1. Рассмотрим шнурок как расширение всех способов коммуникации. Шнурок связывает, подобно тому как он помогает завернуть какую-нибудь вещь или удержать рассыпающиеся предметы. В этом отношении шнурок для любого приобретает символическое значение, чрезмерное увлечение манипуляциями со шнурком может, без сомнения, относиться к возникновению чувства опасности или ощущения потери общения. В данном конкретном случае можно заметить вкрадывающуюся аномальность в обращении мальчика со шнурком, и здесь важно не пропустить и понять, в чем выражаются изменения, которые могут привести к извращенному обращению с ним. Это положение кажется вполне допустимым, если принять во внимание тот факт, что функция шнурка перестает быть коммуникативной и скорее приобретает значение
2. Из приведенного материала также хорошо видно, как можно подключить к работе родителей. Когда родители задействованы, они могут работать очень расчетливо и бережливо, особенно если помнить, что никогда не будет достаточно психотерапевтов, чтобы помочь всем, кто нуждается в лечении. А здесь была хорошая семья, которая переживала трудные времена из-за безработного отца, которая взяла на себя все заботы об умственно отсталой дочери, несмотря на то, что это повлекло за собой огромные отрицательные последствия, как социальные, так и внутрисемейные. Эта семья пережила самые тяжелые стадии депрессии матери, включая период госпитализации. У такой семьи должен быть большой запас силы и стойкости, и это стало основой для решения пригласить этих родителей к проведению терапии их собственного ребенка. Делая это, они сами научились очень многому, но им была необходима информация о том, что они делают. Также им было необходимо получить достойную оценку их успехов и обсудить, вербализовать весь процесс работы. Тот факт, что они помогли своему ребенку в его болезни, убедил родителей в том, что они смогут справиться и с другими возникшими трудностями.
Дополнительное замечание (1969)
С тех пор как был написан этот текст, прошло десять лет, и сейчас я вижу, что этого мальчика было невозможно вылечить. Связка с материнской депрессией осталась, и он не мог находится вне собственного дома. Он мог бы пройти индивидуальное лечение, но дома оно было неосуществимо. Дома он сохранял паттерн поведения, оформившийся еще во время первых интервью.
В подростковом возрасте у мальчика развились новые типы зависимости, в том числе наркотическая, и он не мог покинуть свой дом для обучения. Все попытки поместить его где-то отдельно от матери были безуспешны — он постоянно убегал и возвращался домой.

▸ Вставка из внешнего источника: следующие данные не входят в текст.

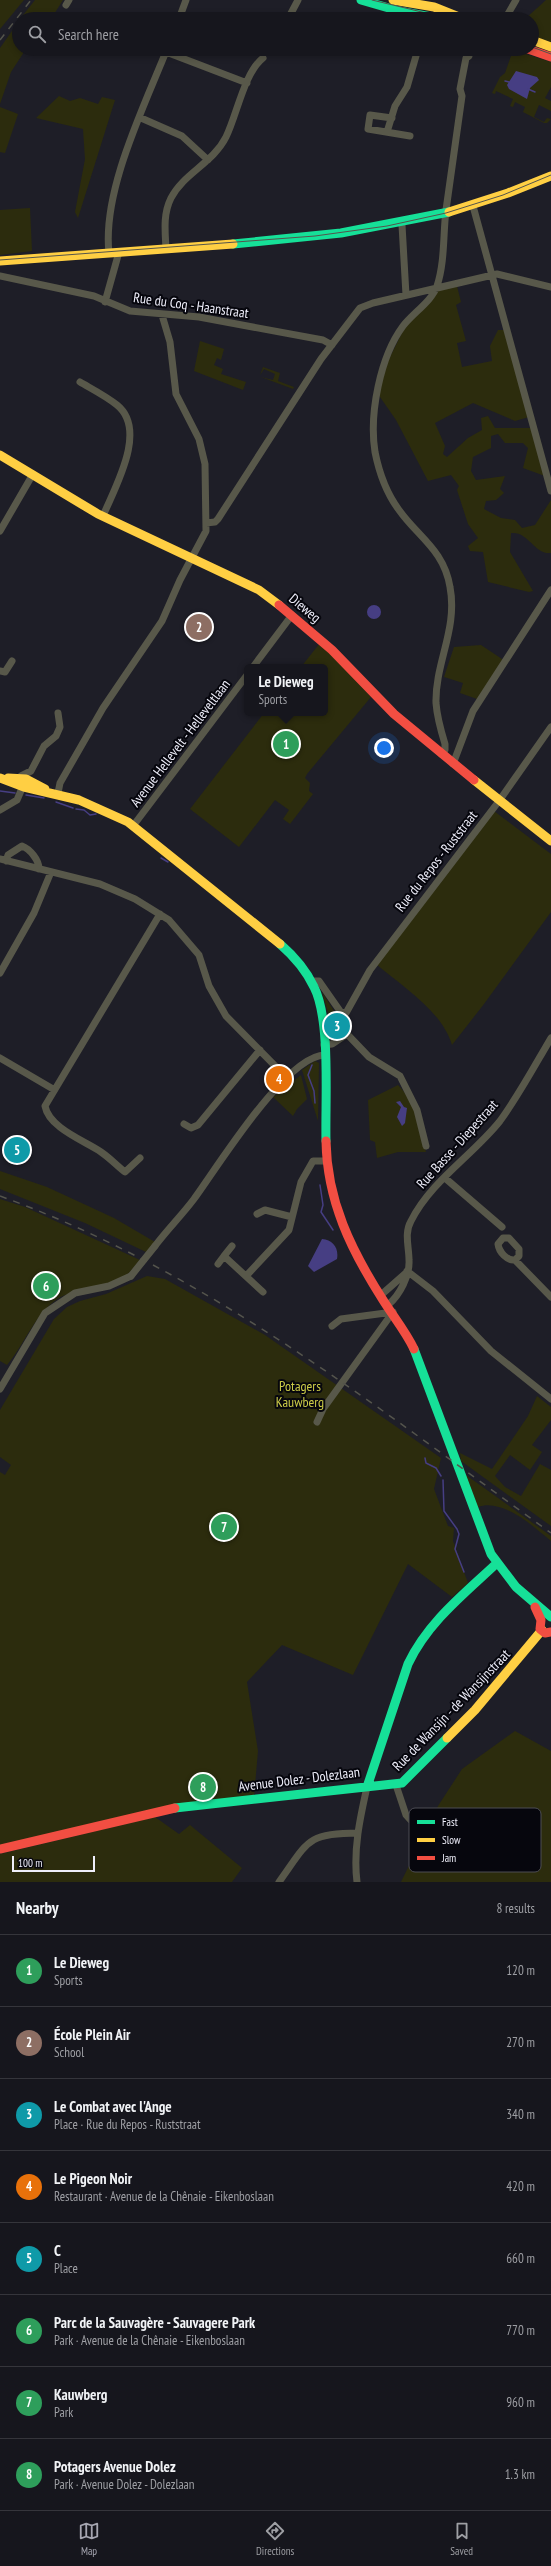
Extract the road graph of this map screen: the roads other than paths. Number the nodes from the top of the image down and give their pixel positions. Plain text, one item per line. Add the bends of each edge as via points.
1 (186, 0) edge
2 (298, 0) edge
3 (360, 0) edge
4 (393, 0) edge
5 (516, 0) edge
6 (182, 12) edge
7 (292, 12) edge
8 (396, 12) edge
9 (446, 12) edge
10 (509, 12) edge
11 (539, 43) edge
12 (551, 47) edge
13 (539, 53) edge
14 (165, 56) edge
15 (182, 56) edge
16 (416, 56) edge
17 (469, 56) edge
18 (551, 57) edge
19 (263, 58) dead end
20 (247, 83) junction
21 (140, 118) junction
22 (392, 118) junction
23 (387, 132) junction
24 (410, 136) dead end
25 (208, 160) junction
26 (551, 176) edge
27 (473, 206) junction
28 (446, 214) junction
29 (402, 225) junction
30 (166, 249) junction
31 (119, 252) junction
32 (109, 253) junction
33 (0, 261) edge
34 (491, 274) junction
35 (0, 276) edge
36 (437, 287) junction
37 (551, 287) edge
38 (406, 295) junction
39 (105, 302) junction
40 (162, 315) junction
41 (332, 345) junction
42 (80, 382) dead end
43 (0, 455) edge
44 (33, 474) junction
45 (551, 491) edge
46 (103, 516) junction
47 (206, 523) junction
48 (0, 531) edge
49 (192, 557) junction
50 (551, 590) edge
51 (292, 615) junction
52 (12, 661) dead end
53 (255, 664) edge
54 (0, 672) edge
55 (244, 679) edge
56 (58, 713) dead end
57 (551, 727) edge
58 (441, 754) junction
59 (453, 764) junction
60 (30, 771) junction
61 (0, 778) edge
62 (24, 784) junction
63 (54, 792) junction
64 (499, 801) junction
65 (0, 810) edge
66 (133, 826) junction
67 (551, 841) edge
68 (3, 860) edge
69 (39, 869) junction
70 (51, 872) junction
71 (160, 914) junction
72 (0, 973) edge
73 (312, 981) junction
74 (551, 1038) edge
75 (324, 1045) junction
76 (260, 1050) junction
77 (324, 1055) junction
78 (0, 1058) edge
79 (287, 1078) junction
80 (53, 1089) junction
81 (184, 1124) dead end
82 (426, 1146) dead end
83 (140, 1158) dead end
84 (326, 1161) junction
85 (445, 1178) junction
86 (257, 1214) dead end
87 (292, 1217) junction
88 (502, 1228) dead end
89 (232, 1246) dead end
90 (224, 1256) junction
91 (515, 1260) dead end
92 (218, 1264) dead end
93 (406, 1272) junction
94 (247, 1276) junction
95 (263, 1292) dead end
96 (381, 1295) junction
97 (551, 1297) edge
98 (390, 1308) junction
99 (332, 1326) dead end
100 (0, 1389) edge
101 (551, 1399) edge
102 (317, 1422) dead end
103 (497, 1563) junction
104 (547, 1618) edge
105 (542, 1630) junction
106 (551, 1632) edge
107 (396, 1785) junction
108 (367, 1786) junction
109 (409, 1818) edge
110 (358, 1833) junction
111 (0, 1849) edge
112 (356, 1881) edge
113 (279, 1882) edge

1 - 6 street
2 - 7 street
3 - 8 main road
4 - 9 main road via 434,7
5 - 10 street
11 - 12 main road
13 - 18 main road
14 - 21 street
15 - 20 street
16 - 22 street via 407,87 395,106
17 - 28 street via 466,58 460,90 462,96
19 - 20 street via 258,62
20 - 25 street via 226,138
21 - 25 street via 182,136
21 - 32 street via 114,190 109,226
22 - 23 street
22 - 23 street via 370,115 368,129
23 - 24 street
25 - 30 street via 185,180 172,198 166,216
26 - 27 main road
27 - 28 main road
27 - 34 street
28 - 29 main road
28 - 36 street
29 - 30 main road via 316,237
29 - 38 street
30 - 31 main road
31 - 32 main road
31 - 39 street
32 - 33 main road
34 - 36 street
34 - 37 street
34 - 45 street
35 - 39 street, Rue du Coq - Haanstraat via 94,296
36 - 38 street
36 - 58 street via 402,327 394,342 383,370 376,399 373,430 375,453 390,496 440,558 450,585 453,614 436,704 445,744 445,750
38 - 41 street via 366,304 360,308
39 - 40 street, Rue du Coq - Haanstraat via 130,311
40 - 41 street, Rue du Coq - Haanstraat via 199,317 323,340
40 - 47 street via 170,342 176,394 202,451 206,477
41 - 47 street via 218,519
42 - 46 street via 118,405 131,427 131,441
43 - 44 main road, Dieweg
44 - 46 main road, Dieweg via 59,492
44 - 48 street
46 - 49 main road, Dieweg
47 - 49 street via 205,538
49 - 51 main road, Dieweg via 259,590
49 - 63 street via 162,621 103,708
50 - 59 street via 473,711
51 - 53 street
51 - 58 main road, Dieweg via 332,650 389,709
52 - 54 street via 5,672
55 - 66 street, Avenue Hellevelt - Helleveltlaan
56 - 60 street via 60,727 56,736 44,746
57 - 64 street, Rue du Repos - Ruststraat
58 - 59 main road, Dieweg
59 - 64 main road, Dieweg
60 - 62 street
60 - 62 street via 25,773
61 - 62 main road
62 - 63 main road
62 - 65 street via 17,800
63 - 66 main road via 97,807
64 - 67 main road, Dieweg
64 - 73 street, Rue du Repos - Ruststraat via 370,970 346,1013 340,1011 319,980
66 - 73 main road via 266,932 297,960
68 - 69 street
68 - 69 street via 22,846 28,848 39,864
69 - 70 street
70 - 71 street via 100,884
70 - 72 street via 34,913
71 - 76 street via 176,927 199,955 209,986 226,1016
71 - 80 street
73 - 75 main road via 322,1013
74 - 85 street, Rue Basse - Diepestraat via 500,1121
75 - 77 main road
75 - 82 street via 332,1044 347,1034 369,1057 402,1078 417,1110
76 - 79 street
76 - 81 street via 198,1125 191,1128
77 - 79 street via 315,1056
77 - 84 main road
78 - 80 street
79 - 100 street, bridge via 257,1108 193,1200 131,1276 109,1286 75,1293 45,1313
80 - 83 street via 45,1106 46,1110 66,1130 102,1153 124,1172
84 - 87 street via 313,1161 301,1182
84 - 96 main road via 334,1204 343,1229 354,1254
85 - 88 street
85 - 93 street, Rue Basse - Diepestraat via 423,1202 410,1222 407,1232 409,1261
86 - 87 street via 265,1210
87 - 94 street via 289,1230
89 - 90 street
90 - 92 street
90 - 94 street
91 - 97 street
93 - 96 street
93 - 98 street, Rue Basse - Diepestraat
93 - 101 street via 433,1291 491,1352
94 - 95 street
96 - 98 main road
98 - 99 street via 341,1319
98 - 102 street, Rue Basse - Diepestraat
98 - 103 main road via 413,1346 482,1532
103 - 104 main road via 516,1587
103 - 108 main road, Avenue Dolez - Dolezlaan via 437,1619 417,1645
104 - 105 main road via 539,1625
105 - 106 main road
105 - 107 main road, Rue de Wansijn - de Wansijnstraat via 475,1710 407,1780
107 - 108 main road, Rue de Wansijn - de Wansijnstraat
107 - 109 street
108 - 110 street
108 - 111 main road, Avenue Dolez - Dolezlaan via 178,1807
110 - 112 street
110 - 113 street via 329,1834 313,1839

Он стал трудным подростком, который бездельничал и тратил впустую свое время и интеллектуальные возможности (как было сказано выше, его IQ был 108 баллов).
Вопрос: обратит ли исследование наркотической зависимости в данном случае должное внимание на психопатологию в области переходного феномена?
В последующей части этой книги я рассмотрю ряд идей, пришедших мне в голову, пока я был вовлечен в клиническую работу и чувствовал, что теория переходного феномена, которую я сформулировал для личного пользования, влияет на то, что я вижу, слышу и делаю.
Сейчас я детально разберу случай взрослого пациента, чтобы показать, как само 'по себе чувство утраты может стать способом интегрировать внутренний опыт человека.
Я предлагаю материал одной из аналитических сессий пациента-женщины, потому что там проявились различные примеры из огромного множества характеристик безбрежного пространства между субъективным и объективным.
Эта пациентка, мать нескольких детей, которая обладала высоким интеллектом, находящим реализацию в работе, Обратилась за профессиональной помощью по поводу широкого спектра симптомов, которые вместе обычно обозначают термином «шизоид». Возможно, те кто имели с ней дело раньше, просто не понимали, насколько плохо она себя чувствует, наоборот, она им очень нравилась и ее ценили.